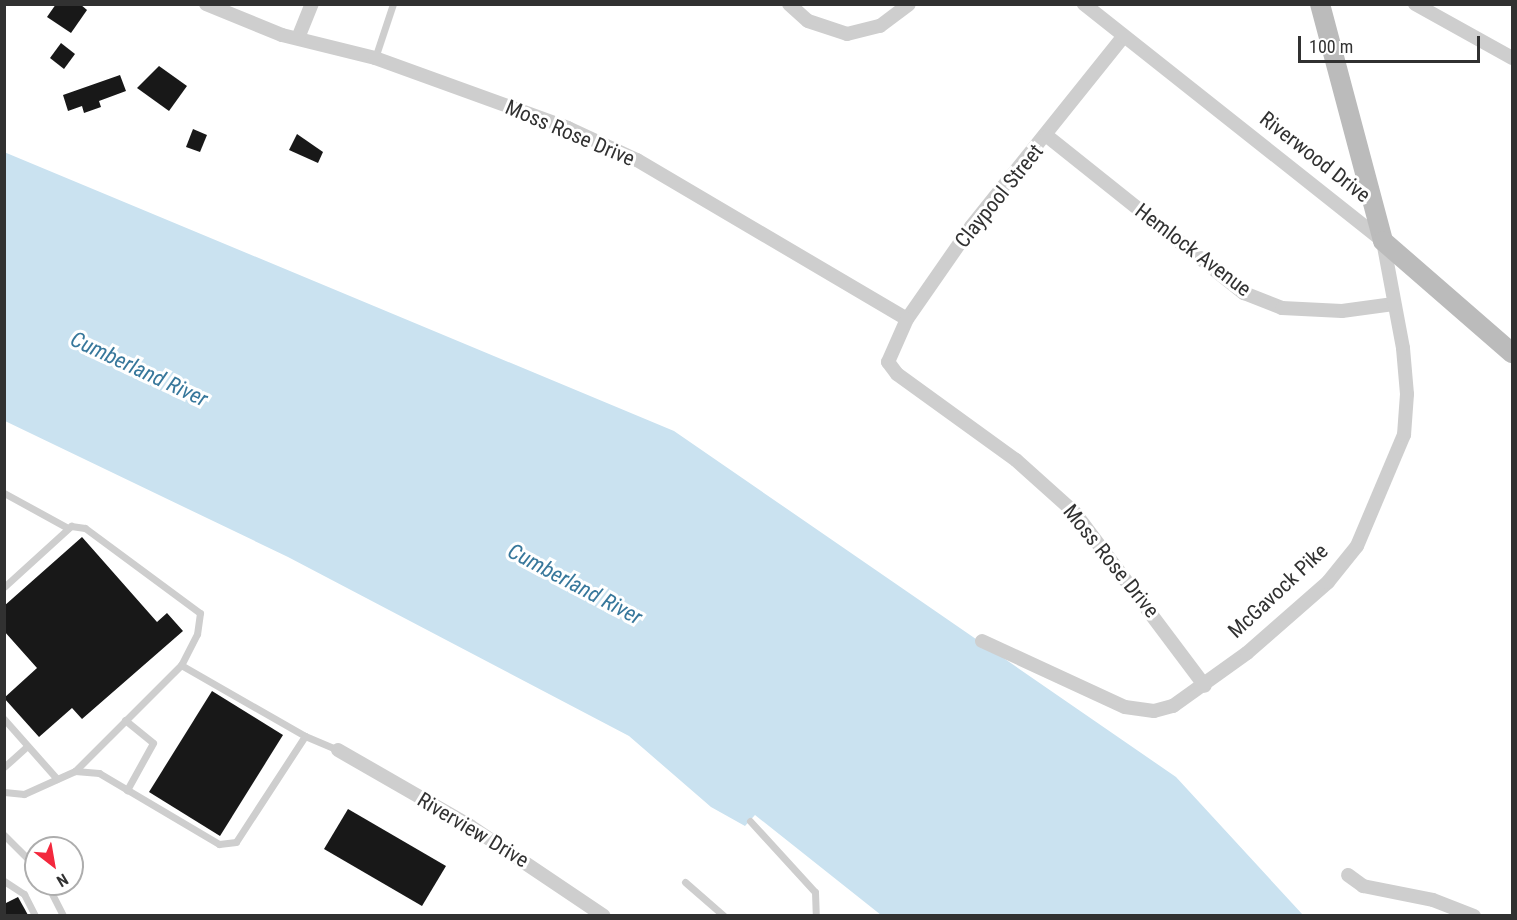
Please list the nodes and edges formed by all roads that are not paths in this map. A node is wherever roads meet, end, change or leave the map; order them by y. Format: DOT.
graph roads {
  1 [pos="206,4"];
  2 [pos="312,4"];
  3 [pos="393,4"];
  4 [pos="789,4"];
  5 [pos="909,4"];
  6 [pos="1084,4"];
  7 [pos="1320,4"];
  8 [pos="1415,4"];
  9 [pos="1123,37"];
  10 [pos="298,38"];
  11 [pos="375,58"];
  12 [pos="1512,58"];
  13 [pos="1047,136"];
  14 [pos="1383,241"];
  15 [pos="1394,304"];
  16 [pos="907,319"];
  17 [pos="1512,353"];
  18 [pos="888,362"];
  19 [pos="4,493"];
  20 [pos="68,528"];
  21 [pos="4,586"];
  22 [pos="982,641"];
  23 [pos="181,665"];
  24 [pos="1205,686"];
  25 [pos="125,720"];
  26 [pos="5,721"];
  27 [pos="305,736"];
  28 [pos="27,746"];
  29 [pos="338,750"];
  30 [pos="4,767"];
  31 [pos="75,771"];
  32 [pos="57,779"];
  33 [pos="127,790"];
  34 [pos="4,792"];
  35 [pos="750,821"];
  36 [pos="4,835"];
  37 [pos="24,855"];
  38 [pos="1348,875"];
  39 [pos="4,881"];
  40 [pos="685,882"];
  41 [pos="53,896"];
  42 [pos="35,915"];
  43 [pos="63,915"];
  44 [pos="604,915"];
  45 [pos="723,915"];
  46 [pos="816,915"];
  47 [pos="1474,915"];
  1 -- 10 [label="street, Moss Rose Drive"];
  2 -- 10 [label="street"];
  3 -- 11 [label="lane"];
  4 -- 5 [label="street"];
  6 -- 9 [label="street, Riverwood Drive"];
  7 -- 14 [label="street, McGavock Pike"];
  8 -- 12 [label="street"];
  9 -- 13 [label="street, Claypool Street"];
  9 -- 14 [label="street, Riverwood Drive"];
  10 -- 11 [label="street, Moss Rose Drive"];
  11 -- 16 [label="street, Moss Rose Drive"];
  13 -- 15 [label="street, Hemlock Avenue"];
  13 -- 16 [label="street, Claypool Street"];
  14 -- 15 [label="street, McGavock Pike"];
  14 -- 17 [label="street, Riverwood Drive"];
  15 -- 24 [label="street, McGavock Pike"];
  16 -- 18 [label="street, Claypool Street"];
  18 -- 24 [label="street, Moss Rose Drive"];
  19 -- 20 [label="lane"];
  20 -- 21 [label="lane"];
  20 -- 23 [label="lane"];
  22 -- 24 [label="street, McGavock Pike"];
  23 -- 25 [label="lane"];
  23 -- 27 [label="lane"];
  25 -- 31 [label="lane"];
  25 -- 33 [label="lane"];
  26 -- 28 [label="lane"];
  27 -- 29 [label="lane"];
  27 -- 33 [label="lane"];
  28 -- 30 [label="lane"];
  28 -- 32 [label="lane"];
  29 -- 44 [label="street, Riverview Drive"];
  31 -- 32 [label="lane"];
  31 -- 33 [label="lane"];
  32 -- 34 [label="lane"];
  35 -- 46 [label="lane"];
  36 -- 37 [label="lane"];
  38 -- 47 [label="street"];
  39 -- 42 [label="lane"];
  40 -- 45 [label="lane"];
  41 -- 43 [label="lane"];
}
-=-=-=-=-
EXERCISE DETAILS: Here the job is to print all the entries above exactly, minus the images.

RESPONSE TO THIS TASK:
Please list the nodes and edges formed by all roads that are not paths in this map. A node is wherever roads meet, end, change or leave the map; order them by y. Format: DOT.
graph roads {
  1 [pos="206,4"];
  2 [pos="312,4"];
  3 [pos="393,4"];
  4 [pos="789,4"];
  5 [pos="909,4"];
  6 [pos="1084,4"];
  7 [pos="1320,4"];
  8 [pos="1415,4"];
  9 [pos="1123,37"];
  10 [pos="298,38"];
  11 [pos="375,58"];
  12 [pos="1512,58"];
  13 [pos="1047,136"];
  14 [pos="1383,241"];
  15 [pos="1394,304"];
  16 [pos="907,319"];
  17 [pos="1512,353"];
  18 [pos="888,362"];
  19 [pos="4,493"];
  20 [pos="68,528"];
  21 [pos="4,586"];
  22 [pos="982,641"];
  23 [pos="181,665"];
  24 [pos="1205,686"];
  25 [pos="125,720"];
  26 [pos="5,721"];
  27 [pos="305,736"];
  28 [pos="27,746"];
  29 [pos="338,750"];
  30 [pos="4,767"];
  31 [pos="75,771"];
  32 [pos="57,779"];
  33 [pos="127,790"];
  34 [pos="4,792"];
  35 [pos="750,821"];
  36 [pos="4,835"];
  37 [pos="24,855"];
  38 [pos="1348,875"];
  39 [pos="4,881"];
  40 [pos="685,882"];
  41 [pos="53,896"];
  42 [pos="35,915"];
  43 [pos="63,915"];
  44 [pos="604,915"];
  45 [pos="723,915"];
  46 [pos="816,915"];
  47 [pos="1474,915"];
  1 -- 10 [label="street, Moss Rose Drive"];
  2 -- 10 [label="street"];
  3 -- 11 [label="lane"];
  4 -- 5 [label="street"];
  6 -- 9 [label="street, Riverwood Drive"];
  7 -- 14 [label="street, McGavock Pike"];
  8 -- 12 [label="street"];
  9 -- 13 [label="street, Claypool Street"];
  9 -- 14 [label="street, Riverwood Drive"];
  10 -- 11 [label="street, Moss Rose Drive"];
  11 -- 16 [label="street, Moss Rose Drive"];
  13 -- 15 [label="street, Hemlock Avenue"];
  13 -- 16 [label="street, Claypool Street"];
  14 -- 15 [label="street, McGavock Pike"];
  14 -- 17 [label="street, Riverwood Drive"];
  15 -- 24 [label="street, McGavock Pike"];
  16 -- 18 [label="street, Claypool Street"];
  18 -- 24 [label="street, Moss Rose Drive"];
  19 -- 20 [label="lane"];
  20 -- 21 [label="lane"];
  20 -- 23 [label="lane"];
  22 -- 24 [label="street, McGavock Pike"];
  23 -- 25 [label="lane"];
  23 -- 27 [label="lane"];
  25 -- 31 [label="lane"];
  25 -- 33 [label="lane"];
  26 -- 28 [label="lane"];
  27 -- 29 [label="lane"];
  27 -- 33 [label="lane"];
  28 -- 30 [label="lane"];
  28 -- 32 [label="lane"];
  29 -- 44 [label="street, Riverview Drive"];
  31 -- 32 [label="lane"];
  31 -- 33 [label="lane"];
  32 -- 34 [label="lane"];
  35 -- 46 [label="lane"];
  36 -- 37 [label="lane"];
  38 -- 47 [label="street"];
  39 -- 42 [label="lane"];
  40 -- 45 [label="lane"];
  41 -- 43 [label="lane"];
}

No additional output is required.